What to do> Starting at the top line and ending at the bottom one, repeat the entries exactly and drop every picture.

--------------------

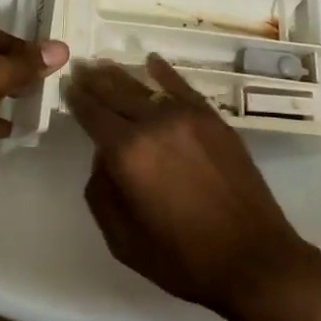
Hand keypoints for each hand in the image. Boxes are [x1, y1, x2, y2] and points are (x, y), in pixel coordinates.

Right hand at [65, 55, 320, 318]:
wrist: (254, 259)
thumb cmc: (183, 259)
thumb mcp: (123, 241)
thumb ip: (102, 193)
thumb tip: (103, 158)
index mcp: (127, 154)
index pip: (92, 114)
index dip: (76, 98)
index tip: (67, 84)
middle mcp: (154, 125)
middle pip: (115, 93)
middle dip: (94, 79)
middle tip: (80, 66)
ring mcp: (187, 117)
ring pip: (145, 86)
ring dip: (121, 74)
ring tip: (104, 64)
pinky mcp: (213, 120)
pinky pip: (182, 87)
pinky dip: (164, 72)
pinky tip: (152, 61)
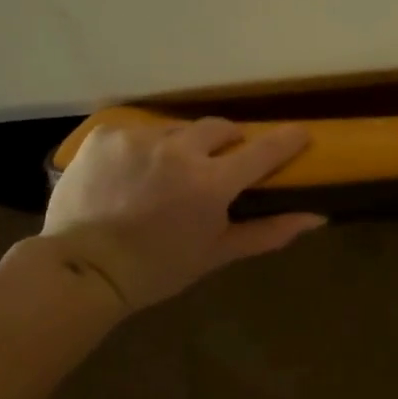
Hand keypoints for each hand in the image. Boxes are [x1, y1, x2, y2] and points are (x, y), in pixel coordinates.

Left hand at [42, 118, 325, 310]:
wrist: (81, 270)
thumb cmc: (156, 269)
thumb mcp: (215, 254)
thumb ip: (268, 232)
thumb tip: (316, 218)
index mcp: (211, 183)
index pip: (263, 150)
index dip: (288, 139)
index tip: (301, 133)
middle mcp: (179, 150)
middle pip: (220, 128)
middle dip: (227, 141)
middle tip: (219, 163)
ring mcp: (140, 138)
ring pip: (177, 129)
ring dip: (181, 146)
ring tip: (165, 174)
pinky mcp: (107, 134)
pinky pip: (138, 132)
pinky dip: (142, 149)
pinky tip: (130, 174)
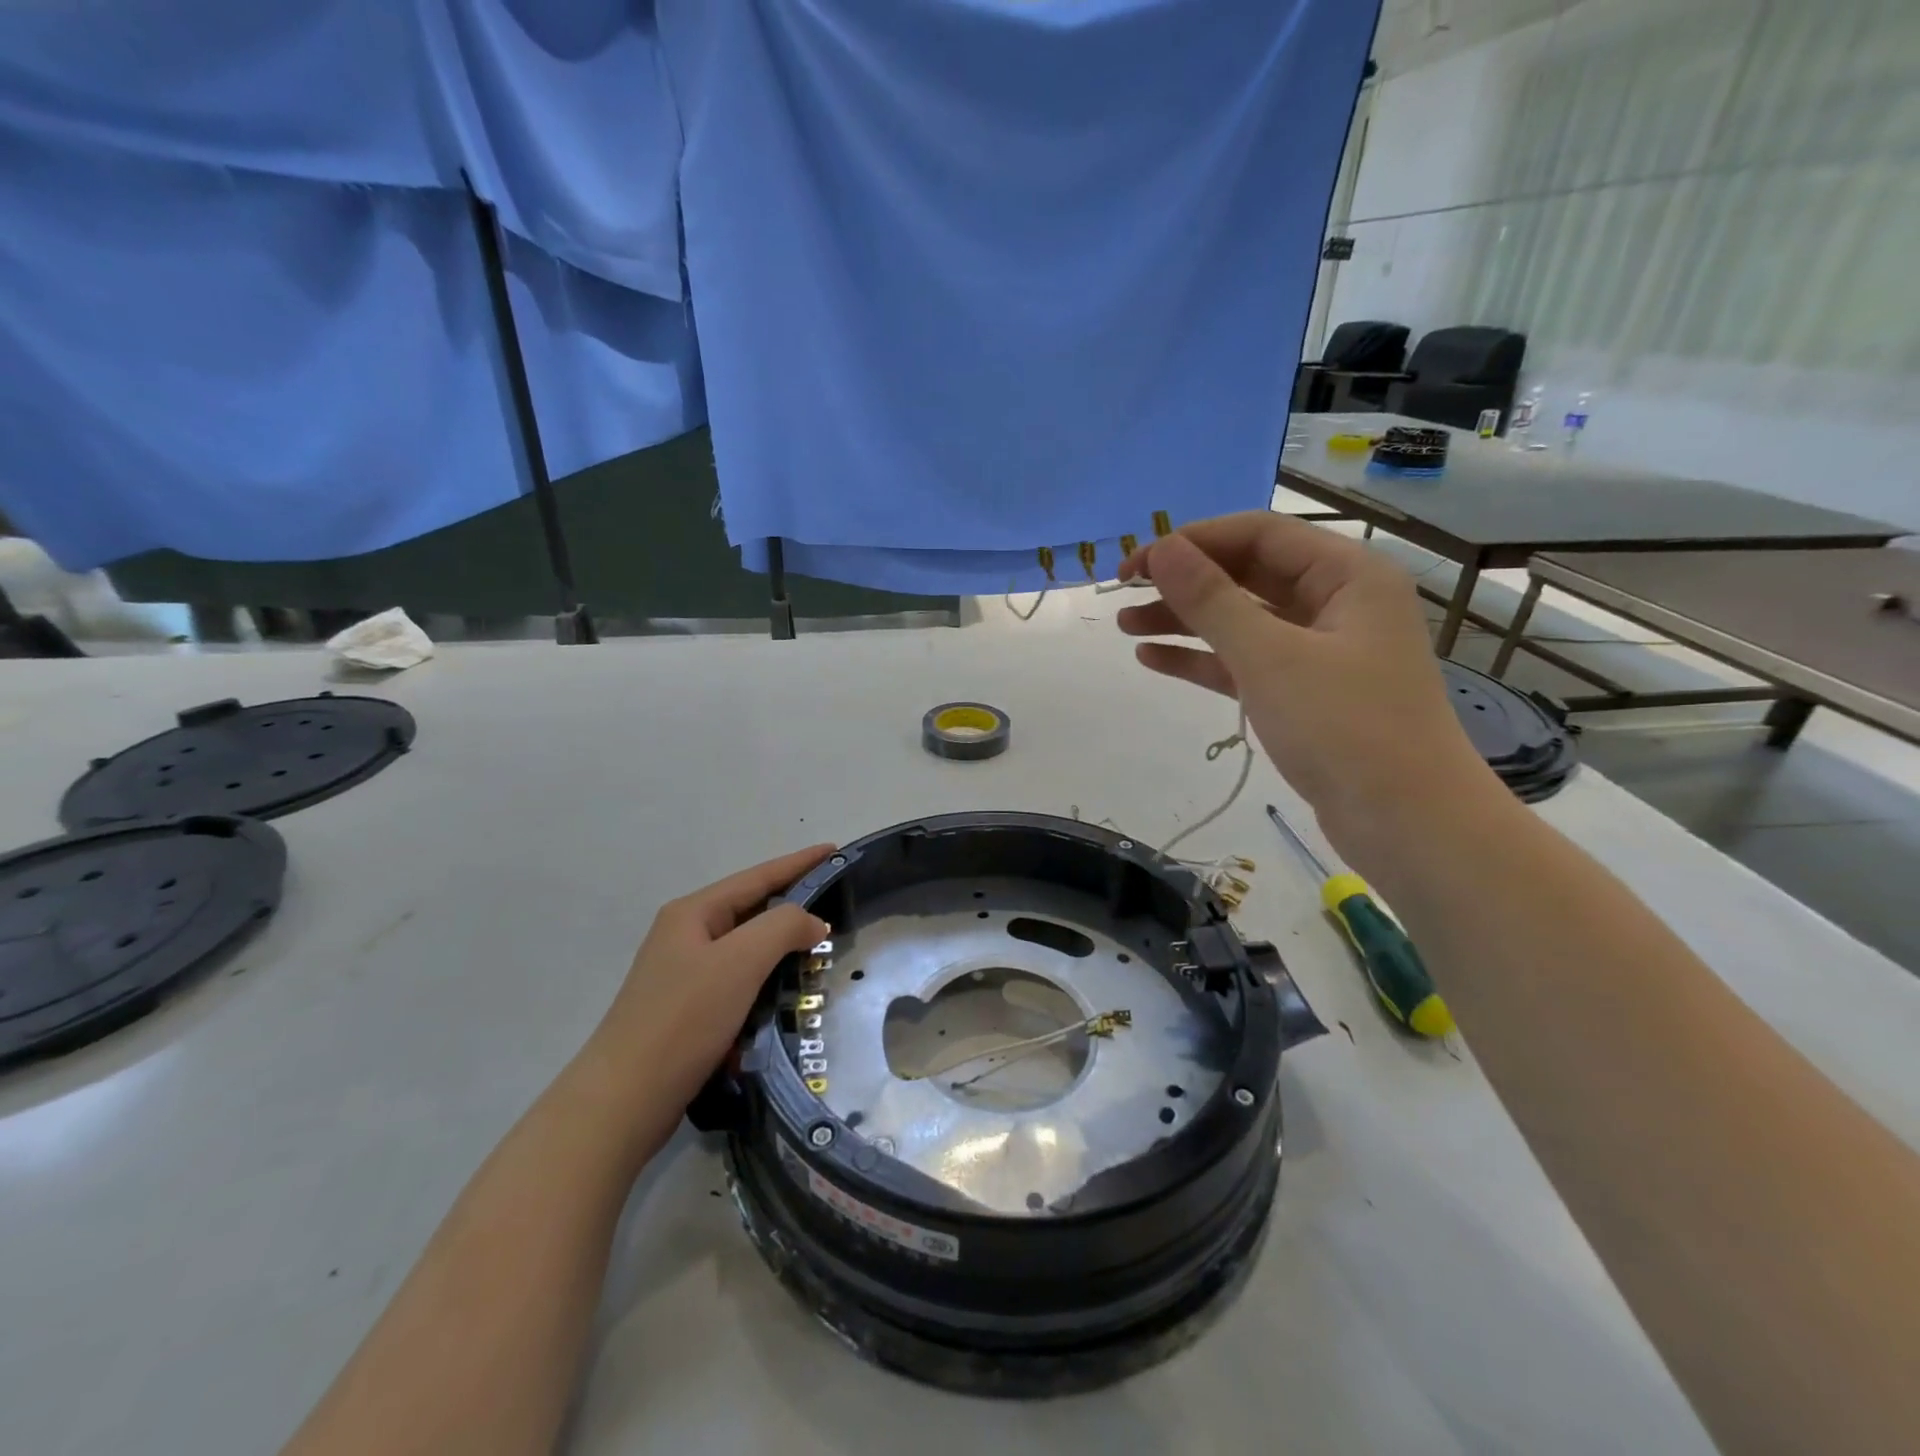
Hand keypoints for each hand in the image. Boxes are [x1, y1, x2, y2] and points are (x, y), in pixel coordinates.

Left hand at [586, 845, 834, 1115]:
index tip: (835, 851)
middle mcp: (686, 936)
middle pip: (751, 910)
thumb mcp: (740, 961)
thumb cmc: (684, 1019)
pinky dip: (765, 985)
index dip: (799, 863)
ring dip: (781, 950)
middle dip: (793, 908)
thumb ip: (783, 927)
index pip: (758, 877)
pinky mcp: (688, 1012)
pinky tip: (787, 998)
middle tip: (837, 906)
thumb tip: (813, 922)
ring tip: (819, 952)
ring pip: (746, 950)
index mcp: (693, 913)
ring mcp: (684, 975)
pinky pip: (738, 984)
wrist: (624, 1101)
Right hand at [1117, 513, 1493, 857]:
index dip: (1192, 541)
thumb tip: (1162, 549)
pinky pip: (1246, 662)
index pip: (1259, 534)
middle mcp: (1337, 603)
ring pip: (1243, 621)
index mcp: (1347, 575)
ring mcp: (1321, 651)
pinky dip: (1203, 659)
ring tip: (1125, 627)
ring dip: (1185, 620)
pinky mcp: (1305, 695)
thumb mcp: (1269, 657)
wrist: (1406, 825)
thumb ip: (1211, 599)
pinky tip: (1153, 659)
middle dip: (1184, 582)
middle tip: (1123, 594)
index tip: (1136, 564)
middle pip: (1248, 574)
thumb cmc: (1344, 727)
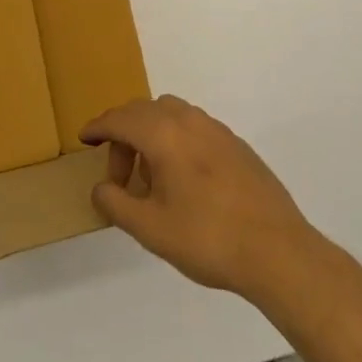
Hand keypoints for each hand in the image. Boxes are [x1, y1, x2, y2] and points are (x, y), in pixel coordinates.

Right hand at [81, 95, 323, 303]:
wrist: (277, 250)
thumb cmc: (208, 238)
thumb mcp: (151, 229)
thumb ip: (117, 204)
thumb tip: (100, 187)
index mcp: (163, 134)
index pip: (120, 119)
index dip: (98, 127)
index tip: (84, 138)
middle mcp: (188, 120)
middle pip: (143, 111)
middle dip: (123, 135)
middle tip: (118, 175)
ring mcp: (215, 128)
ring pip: (170, 114)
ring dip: (150, 134)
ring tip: (149, 177)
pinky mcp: (235, 143)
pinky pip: (192, 127)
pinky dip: (175, 139)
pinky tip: (182, 179)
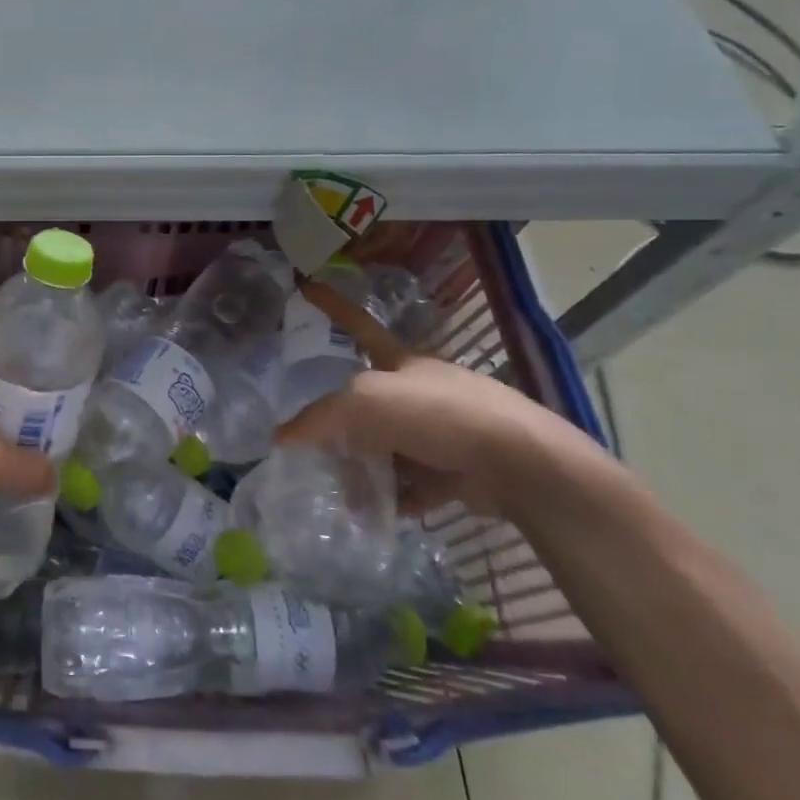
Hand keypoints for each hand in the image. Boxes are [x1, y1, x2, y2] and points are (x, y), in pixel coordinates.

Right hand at [276, 281, 603, 518]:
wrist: (517, 463)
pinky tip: (377, 512)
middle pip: (368, 400)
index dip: (332, 307)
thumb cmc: (437, 414)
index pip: (358, 325)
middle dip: (342, 420)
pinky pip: (414, 483)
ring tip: (340, 490)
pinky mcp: (458, 470)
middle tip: (313, 441)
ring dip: (366, 467)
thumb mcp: (365, 403)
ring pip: (389, 446)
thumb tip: (281, 437)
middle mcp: (420, 391)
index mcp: (401, 362)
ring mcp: (441, 430)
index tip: (308, 287)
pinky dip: (396, 497)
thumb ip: (319, 418)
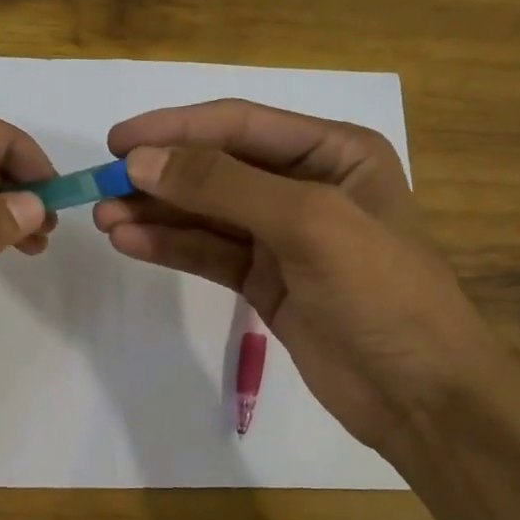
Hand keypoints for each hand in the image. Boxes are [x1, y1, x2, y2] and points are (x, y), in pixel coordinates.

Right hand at [94, 100, 499, 457]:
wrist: (419, 395)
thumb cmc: (381, 293)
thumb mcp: (308, 224)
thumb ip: (223, 186)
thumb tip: (141, 161)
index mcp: (333, 152)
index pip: (240, 124)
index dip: (175, 129)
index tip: (117, 142)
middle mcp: (306, 185)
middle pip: (217, 168)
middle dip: (160, 175)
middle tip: (100, 188)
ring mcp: (283, 237)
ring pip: (207, 213)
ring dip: (156, 212)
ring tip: (102, 218)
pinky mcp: (265, 281)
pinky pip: (209, 253)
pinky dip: (171, 246)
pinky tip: (131, 242)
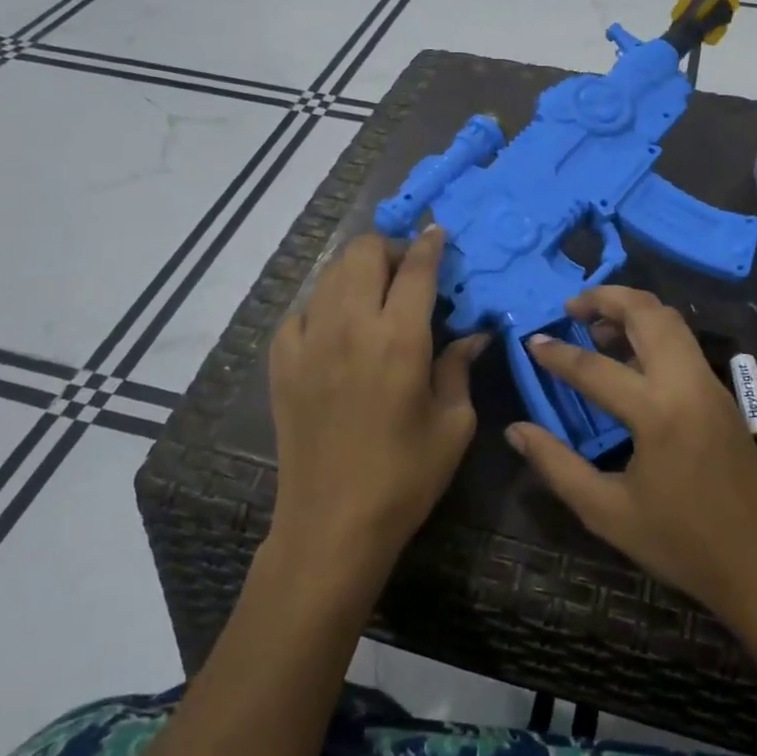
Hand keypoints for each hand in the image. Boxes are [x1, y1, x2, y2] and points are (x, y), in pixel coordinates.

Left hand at [268, 228, 486, 570]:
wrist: (332, 524)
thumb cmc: (405, 476)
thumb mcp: (453, 424)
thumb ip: (460, 368)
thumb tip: (474, 335)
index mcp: (399, 338)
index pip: (415, 268)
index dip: (428, 243)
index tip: (436, 232)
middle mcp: (350, 326)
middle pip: (362, 253)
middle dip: (388, 247)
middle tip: (407, 268)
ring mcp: (309, 341)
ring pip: (330, 274)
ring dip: (356, 270)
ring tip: (374, 291)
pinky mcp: (282, 362)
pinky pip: (302, 310)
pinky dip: (324, 304)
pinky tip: (337, 325)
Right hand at [506, 287, 756, 628]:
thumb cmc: (683, 544)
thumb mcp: (608, 513)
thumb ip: (557, 466)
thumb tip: (516, 430)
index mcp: (658, 412)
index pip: (595, 367)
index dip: (557, 354)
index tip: (531, 341)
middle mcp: (687, 383)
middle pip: (647, 312)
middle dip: (606, 298)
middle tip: (571, 307)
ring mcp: (710, 384)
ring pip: (671, 320)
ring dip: (632, 310)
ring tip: (596, 326)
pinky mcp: (722, 394)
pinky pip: (683, 343)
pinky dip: (652, 331)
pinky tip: (629, 359)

--------------------

Solution>
Hand keypoints for each hand in the image. Boxes are [x1, y1, x2, y2] and points are (x, y), in pixel coordinates.

Right hand at [65, 55, 320, 318]:
wrist: (254, 259)
thumb cmc: (183, 259)
thumb mcp: (123, 241)
thumb ip: (102, 193)
thumb tip: (103, 158)
index mcp: (127, 154)
index pip: (92, 114)
index dip: (76, 98)
index tip: (67, 84)
middle mcp: (154, 125)
middle pip: (115, 93)
middle dip: (94, 79)
middle tip: (80, 66)
ring mcp: (187, 117)
ring pip: (145, 86)
ring dip: (121, 74)
ring tip: (104, 64)
pinky mcp: (213, 120)
pinky pip: (182, 87)
pinky dip: (164, 72)
pinky tip: (152, 61)
Hand keypoints for each hand in the image. Boxes are [x1, y1, x2, y2] and points are (x, y), in pixel coordinates.

Left hand at [42, 118, 325, 310]:
wrist: (81, 270)
thumb cmc: (156, 269)
thumb mcp: (215, 254)
thumb ip: (268, 232)
thumb tip: (316, 218)
index mcp: (211, 183)
index pip: (263, 150)
index dip: (288, 139)
index tip: (301, 133)
middle mcp: (179, 150)
middle pip: (220, 128)
middle dip: (227, 141)
middle tip: (219, 163)
ring mcp: (140, 138)
ring pip: (177, 129)
ring dip: (181, 146)
ring tip: (165, 174)
pinky mcp: (107, 134)
pinky pip: (138, 132)
pinky dip: (142, 149)
pinky tip: (130, 174)
Hand keypoints for each hand in the image. Boxes are [x1, y1, x2, y2] and points are (x, y), in pixel coordinates.

Left hand at [586, 845, 834, 1115]:
index tip: (835, 851)
middle mcp: (686, 936)
middle pip: (751, 910)
thumb mcp: (740, 961)
thumb cmc: (684, 1019)
pinky dip: (765, 985)
index dip: (799, 863)
ring dip: (781, 950)
middle dip: (793, 908)
thumb ip: (783, 927)
index pip: (758, 877)
pinky mcp: (688, 1012)
pinky tip: (787, 998)
middle tip: (837, 906)
thumb tip: (813, 922)
ring tip: (819, 952)
ring pip: (746, 950)
index mcp: (693, 913)
ring mcp: (684, 975)
pinky pip: (738, 984)
wrist: (624, 1101)
Right hand at [1117, 513, 1493, 857]:
index dip: (1192, 541)
thumb tip: (1162, 549)
pinky pip: (1246, 662)
index pip: (1259, 534)
middle mcp: (1337, 603)
ring pip: (1243, 621)
index mcp: (1347, 575)
ring mcp: (1321, 651)
pinky dip: (1203, 659)
ring tip: (1125, 627)
ring dip: (1185, 620)
pinky mcp: (1305, 695)
thumb mcp: (1269, 657)
wrist: (1406, 825)
thumb ip: (1211, 599)
pinky tip: (1153, 659)
middle dip: (1184, 582)
middle tip: (1123, 594)
index tip: (1136, 564)
middle pip: (1248, 574)
thumb cmc: (1344, 727)
Hand keypoints for each hand in the image. Boxes are [x1, y1, x2, y2] and points are (x, y), in pixel coordinates.

Right hand at [81, 95, 323, 303]:
wrist: (277, 250)
thumb cmc: (208, 238)
thumb mcp: (151, 229)
thumb ip: (117, 204)
thumb tip: (100, 187)
index mcp: (163, 134)
index pip: (120, 119)
index dip: (98, 127)
index tip: (84, 138)
middle mcp: (188, 120)
middle pip: (143, 111)
middle dip: (123, 135)
middle tip: (118, 175)
ring mcp: (215, 128)
ring pip: (170, 114)
ring dip: (150, 134)
ring tip: (149, 177)
pinky mcp: (235, 143)
pinky pip: (192, 127)
pinky dip: (175, 139)
pinky tip: (182, 179)
Hand keypoints for each hand in the image. Boxes are [x1, y1, x2, y2] and points are (x, y), in pixel coordinates.

Right hand at [276, 281, 603, 518]:
wrist: (517, 463)
pinky tip: (377, 512)
middle pip: (368, 400)
index dip: (332, 307)
thumb cmc: (437, 414)
index pip: (358, 325)
middle dip: (342, 420)
pinky pip: (414, 483)
ring tip: (340, 490)
pinky mcp: (458, 470)
middle tip: (313, 441)
ring dip: (366, 467)
thumb mcp: (365, 403)
ring pip: (389, 446)
thumb tip: (281, 437)
middle mcp: (420, 391)
index mcp: (401, 362)
ring mcp: (441, 430)
index tip: (308, 287)
pinky dip: (396, 497)
thumb ip: (319, 418)
Hand keypoints for each hand in the image. Boxes are [x1, y1, x2, y2] and points are (x, y), in pixel coordinates.

Right hand at [94, 100, 499, 457]:
wrist: (419, 395)
thumb cmc: (381, 293)
thumb mcp: (308, 224)
thumb ip: (223, 186)
thumb tip: (141, 161)
index mcp: (333, 152)
index pip: (240, 124)
index dip: (175, 129)
index tip: (117, 142)
middle mcp: (306, 185)
middle pip: (217, 168)
middle dip: (160, 175)
middle tip: (100, 188)
ring mcp: (283, 237)
ring pip: (207, 213)
ring dip: (156, 212)
ring tip: (102, 218)
pinky mcp: (265, 281)
pinky pip: (209, 253)
pinky dip: (171, 246)
pinky tip: (131, 242)
Hand keypoints for each hand in the image. Boxes are [x1, y1, x2, y2] and points are (x, y), in pixel coordinates.

Left hand at [268, 228, 486, 570]:
wrist: (332, 524)
thumb cmc: (405, 476)
thumb mcp: (453, 424)
thumb ip: (460, 368)
thumb tip: (474, 335)
index mcp: (399, 338)
index pip: (415, 268)
index dip: (428, 243)
index tip: (436, 232)
middle mcp: (350, 326)
middle pip: (362, 253)
middle dip: (388, 247)
middle tip: (407, 268)
ring mcp: (309, 341)
ring pip: (330, 274)
ring dip: (356, 270)
ring tip: (374, 291)
pinky mcp: (282, 362)
pinky pip: (302, 310)
pinky dip: (324, 304)
pinky tip: (337, 325)
Right hand at [506, 287, 756, 628]:
thumb cmc: (683, 544)
thumb mcp: (608, 513)
thumb ip: (557, 466)
thumb tip: (516, 430)
index mcp: (658, 412)
index pip: (595, 367)
index dip: (557, 354)
index tip: (531, 341)
middle mcp: (687, 383)
middle pip: (647, 312)
middle dip: (606, 298)
middle tip: (571, 307)
ring mcp: (710, 384)
ring pip: (671, 320)
ring dip: (632, 310)
ring tip: (596, 326)
pinky mcp: (722, 394)
pinky pip: (683, 343)
pinky dip: (652, 331)
pinky tip: (629, 359)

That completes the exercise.